John periodically played backup guitar for a white Avalon born fiddler named Willie Narmour. Narmour would eventually recommend John to the Okeh talent scouts in 1928, on the merit of his gentle singing voice, thumb picked guitar work with a rock solid alternating bass technique and original songs such as the mostly-based-on-a-true-story murder ballad Louis Collins. John auditioned for Okeh in his home, impressing them enough to record him with the now classic Monday Morning Blues. Okeh quickly whisked John away to Memphis, and then New York to record what would result in twelve released sides, including Spike Driver’s Blues and Candy Man. The sides sold moderately well, their greater success stalled by the Depression and a refusal on Okeh’s part to market John’s music outside of traditional “race record” categorization. John returned to Avalon to await further work from Okeh. The call would never come, and John was relegated once again to seeming obscurity.

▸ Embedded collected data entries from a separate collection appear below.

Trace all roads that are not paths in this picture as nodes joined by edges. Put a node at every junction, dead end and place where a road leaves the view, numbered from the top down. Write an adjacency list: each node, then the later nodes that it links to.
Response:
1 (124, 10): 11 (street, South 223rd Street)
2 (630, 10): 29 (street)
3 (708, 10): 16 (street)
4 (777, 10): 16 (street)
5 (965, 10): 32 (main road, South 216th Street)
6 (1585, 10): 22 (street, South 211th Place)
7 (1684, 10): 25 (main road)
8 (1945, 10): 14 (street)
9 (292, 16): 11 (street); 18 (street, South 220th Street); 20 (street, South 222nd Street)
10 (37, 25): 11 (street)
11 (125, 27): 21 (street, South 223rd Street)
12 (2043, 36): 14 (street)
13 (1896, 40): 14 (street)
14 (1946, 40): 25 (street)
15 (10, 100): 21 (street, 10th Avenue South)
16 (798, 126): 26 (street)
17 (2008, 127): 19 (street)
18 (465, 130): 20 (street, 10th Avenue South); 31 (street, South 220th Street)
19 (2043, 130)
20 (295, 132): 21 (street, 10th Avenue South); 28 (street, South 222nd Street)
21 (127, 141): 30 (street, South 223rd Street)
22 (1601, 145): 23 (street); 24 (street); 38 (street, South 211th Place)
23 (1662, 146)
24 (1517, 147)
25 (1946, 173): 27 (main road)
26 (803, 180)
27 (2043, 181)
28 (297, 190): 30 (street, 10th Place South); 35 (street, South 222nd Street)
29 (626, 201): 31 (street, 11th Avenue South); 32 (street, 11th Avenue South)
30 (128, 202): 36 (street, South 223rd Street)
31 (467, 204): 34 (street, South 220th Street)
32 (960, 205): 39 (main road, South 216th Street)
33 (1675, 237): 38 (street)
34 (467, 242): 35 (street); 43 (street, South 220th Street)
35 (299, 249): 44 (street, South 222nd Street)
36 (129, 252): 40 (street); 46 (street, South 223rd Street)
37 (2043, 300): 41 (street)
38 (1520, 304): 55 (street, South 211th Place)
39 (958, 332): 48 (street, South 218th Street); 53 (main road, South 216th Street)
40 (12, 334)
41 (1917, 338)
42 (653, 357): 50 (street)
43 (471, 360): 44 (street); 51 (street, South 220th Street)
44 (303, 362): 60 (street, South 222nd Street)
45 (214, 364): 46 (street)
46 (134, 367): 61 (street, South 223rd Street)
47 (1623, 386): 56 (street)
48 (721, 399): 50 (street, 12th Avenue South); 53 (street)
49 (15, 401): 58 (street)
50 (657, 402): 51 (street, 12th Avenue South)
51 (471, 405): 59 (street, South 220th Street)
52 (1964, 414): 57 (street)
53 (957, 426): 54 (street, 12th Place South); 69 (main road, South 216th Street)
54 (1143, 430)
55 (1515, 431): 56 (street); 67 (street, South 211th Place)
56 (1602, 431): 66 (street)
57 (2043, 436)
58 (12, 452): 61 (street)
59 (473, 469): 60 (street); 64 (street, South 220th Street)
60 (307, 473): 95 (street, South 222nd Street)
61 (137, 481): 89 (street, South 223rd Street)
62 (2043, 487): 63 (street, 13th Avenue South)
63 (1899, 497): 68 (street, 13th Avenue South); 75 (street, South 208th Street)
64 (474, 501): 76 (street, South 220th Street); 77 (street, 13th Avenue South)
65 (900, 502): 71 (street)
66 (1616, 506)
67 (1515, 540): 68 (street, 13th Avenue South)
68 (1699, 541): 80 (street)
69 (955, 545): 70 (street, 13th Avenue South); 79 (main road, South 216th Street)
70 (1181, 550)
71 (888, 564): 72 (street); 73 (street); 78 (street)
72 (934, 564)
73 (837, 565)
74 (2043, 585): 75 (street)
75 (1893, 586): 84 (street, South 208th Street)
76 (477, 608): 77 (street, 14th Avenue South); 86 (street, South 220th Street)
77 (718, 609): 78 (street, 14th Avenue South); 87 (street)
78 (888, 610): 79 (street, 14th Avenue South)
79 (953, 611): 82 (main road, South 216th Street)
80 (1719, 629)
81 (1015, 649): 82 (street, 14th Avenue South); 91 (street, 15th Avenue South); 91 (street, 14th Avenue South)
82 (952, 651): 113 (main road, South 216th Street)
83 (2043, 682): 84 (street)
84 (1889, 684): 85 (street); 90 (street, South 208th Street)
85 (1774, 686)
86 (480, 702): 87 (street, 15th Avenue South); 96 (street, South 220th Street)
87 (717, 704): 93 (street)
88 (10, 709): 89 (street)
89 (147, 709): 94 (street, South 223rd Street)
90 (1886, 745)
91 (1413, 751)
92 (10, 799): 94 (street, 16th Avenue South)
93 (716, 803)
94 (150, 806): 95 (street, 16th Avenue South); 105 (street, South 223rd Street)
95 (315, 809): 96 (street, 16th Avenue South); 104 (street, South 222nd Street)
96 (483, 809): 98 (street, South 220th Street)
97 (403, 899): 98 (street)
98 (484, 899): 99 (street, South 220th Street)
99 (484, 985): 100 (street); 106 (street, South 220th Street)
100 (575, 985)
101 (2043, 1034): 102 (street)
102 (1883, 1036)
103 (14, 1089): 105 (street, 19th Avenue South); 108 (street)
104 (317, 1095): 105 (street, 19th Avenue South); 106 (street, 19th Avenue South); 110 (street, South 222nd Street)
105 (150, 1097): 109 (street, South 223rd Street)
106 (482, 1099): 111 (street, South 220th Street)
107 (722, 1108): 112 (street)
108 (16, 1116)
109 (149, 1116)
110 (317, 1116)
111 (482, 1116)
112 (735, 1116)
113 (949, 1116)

If there was any bitterness or disappointment regarding his failed foray into the music business, Hurt never let on. Circa 1935, John appeared on the WPA payroll. He then continued his work in Avalon, and also worked a brief tenure at a factory in Jackson, MS, an hour or so south of Avalon. Upon quitting his factory job, John began working for A.R. Perkins, an Avalon landowner who employed both John and Jessie in a multitude of capacities. At one point during the interim years, John did not even own a guitar, only playing infrequently on borrowed instruments.
John’s redemption came in 1963, when Tom Hoskins made his miraculous “rediscovery”. Hoskins had ventured to Avalon armed only with a tape recorder, his guitar and a not unfounded hunch that Avalon Blues held the clues necessary to find John himself. John recorded Avalon Blues for the Okeh record company in 1928, unknowingly setting the stage for his own triumphant return to the music scene some four decades after he disappeared into seeming obscurity.
Due to the work of Hoskins and a few dedicated fans, Hurt moved to D.C. and found himself the darling of the burgeoning folk music movement that had overtaken colleges and coffeehouses around the nation. There’s no telling what it was about John’s music that attracted his many fans. His gentle singing voice and complex but clean guitar picking set him apart from some of his harsher sounding Delta contemporaries, but that wasn’t the whole story. Many who were lucky enough to see one of his appearances at the Newport Folk Festival, or the Café Lena coffeehouse, or even the Gaslight remarked about his glowing inner spirit, a spirit the transcended simply being a good musician. There was something special about Mississippi John Hurt. While time had taken its toll on bluesmen such as Skip James and Sleepy John Estes in their countenance and in their fingers, John retained his playing style along with a wry, kind smile and a twinkle in his eye that went on to win him legions of fans in his twilight years. Shortly after moving back to Mississippi, John passed away quietly on November 2, 1966.